▸ WORKING DATA
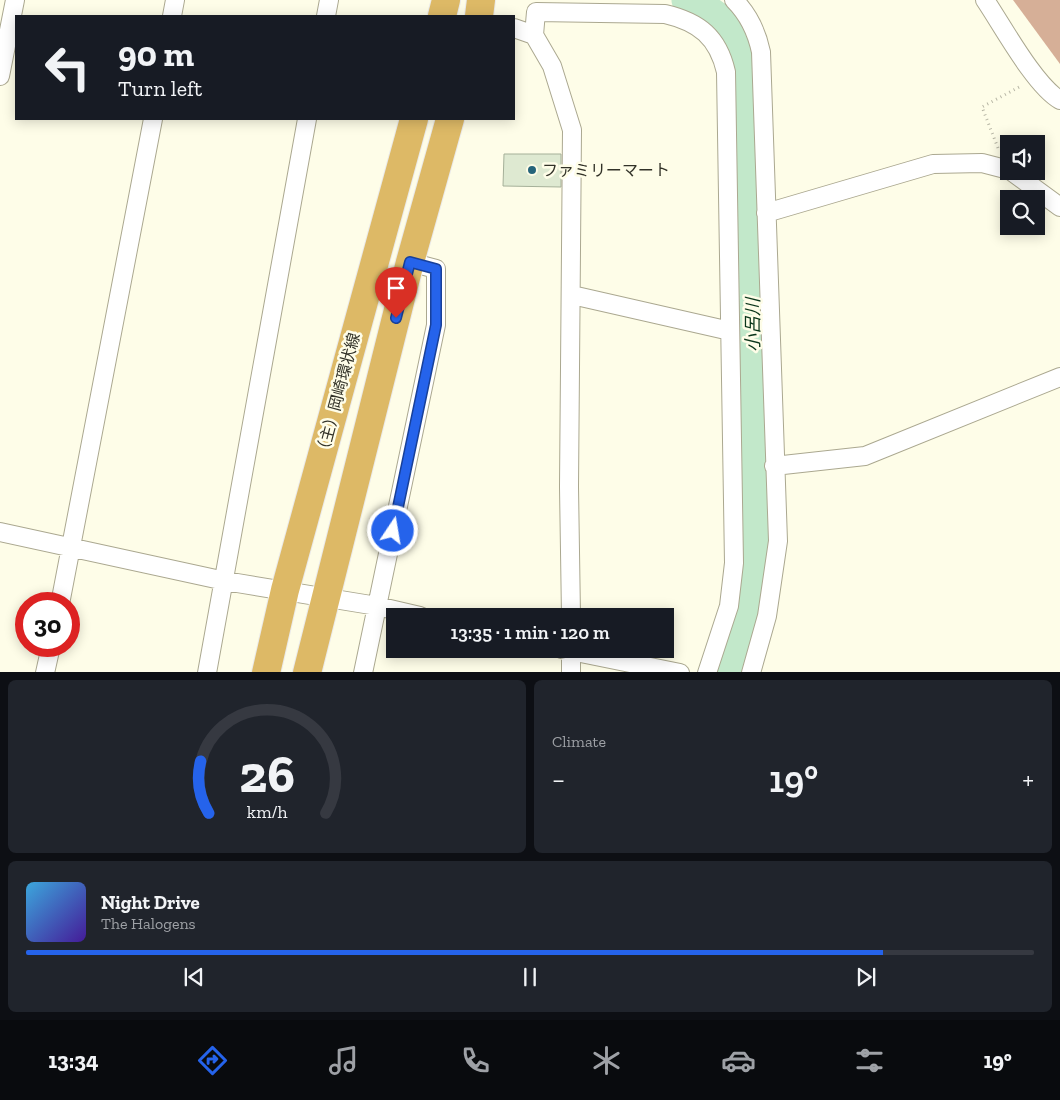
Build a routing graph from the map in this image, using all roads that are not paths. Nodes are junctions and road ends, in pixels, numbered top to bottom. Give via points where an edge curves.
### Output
1 (16, 0) edge
2 (175, 0) edge
3 (328, 0) edge
4 (481, 0) edge
5 (734, 0) edge
6 (985, 0) edge
7 (172, 15) edge
8 (326, 15) edge
9 (480, 15) edge
10 (515, 28) edge
11 (534, 34) junction
12 (0, 76) edge
13 (1060, 100) edge
14 (153, 120) edge
15 (307, 120) edge
16 (414, 120) edge
17 (450, 120) edge
18 (1000, 168) edge
19 (1023, 180) edge
20 (1060, 207) edge
21 (766, 213) junction
22 (410, 262) junction
23 (572, 294) junction
24 (730, 331) junction
25 (1060, 377) edge
26 (774, 466) junction
27 (0, 532) edge
28 (72, 547) junction
29 (225, 581) junction
30 (285, 590) junction
31 (63, 592) edge
32 (325, 598) junction
33 (377, 606) junction
34 (386, 608) edge
35 (571, 608) edge
36 (48, 657) edge
37 (569, 658) edge
38 (609, 658) edge
39 (45, 672) edge
40 (207, 672) edge
41 (266, 672) edge
42 (307, 672) edge
43 (363, 672) edge
44 (571, 672) edge
45 (680, 672) edge
46 (707, 672) edge
47 (752, 672) edge

1 - 12 street
2 - 7 street
3 - 8 street
4 - 9 main road
5 - 21 street via 758,36 761,52
6 - 13 street via 1037,77 1051,95
10 - 11 street
11 - 23 street via 552,66 572,130
11 - 24 street via 536,12 554,12 665,14 682,18 711,37 726,72
14 - 28 street
15 - 29 street
16 - 30 main road, （主）岡崎環状線
17 - 22 main road
18 - 21 street via 982,163 933,164
19 - 20 street
21 - 26 street
22 - 32 main road
22 - 33 street via 436,269 436,325
23 - 24 street
23 - 35 street
24 - 46 street via 734,563 729,606
25 - 26 street via 865,456
26 - 47 street via 778,541 767,616
27 - 28 street
28 - 29 street
28 - 31 street
29 - 30 street
29 - 40 street
30 - 32 street
30 - 41 main road, （主）岡崎環状線
32 - 33 street
32 - 42 main road
33 - 34 street
33 - 43 street
36 - 39 street
37 - 44 street
38 - 45 street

▸ WORK REQUIRED
In the listing above, which lines include the string "岡崎環状線"? Return every one of them.

▸ PROBLEM SOLUTION
16 - 30 main road, （主）岡崎環状線
30 - 41 main road, （主）岡崎環状線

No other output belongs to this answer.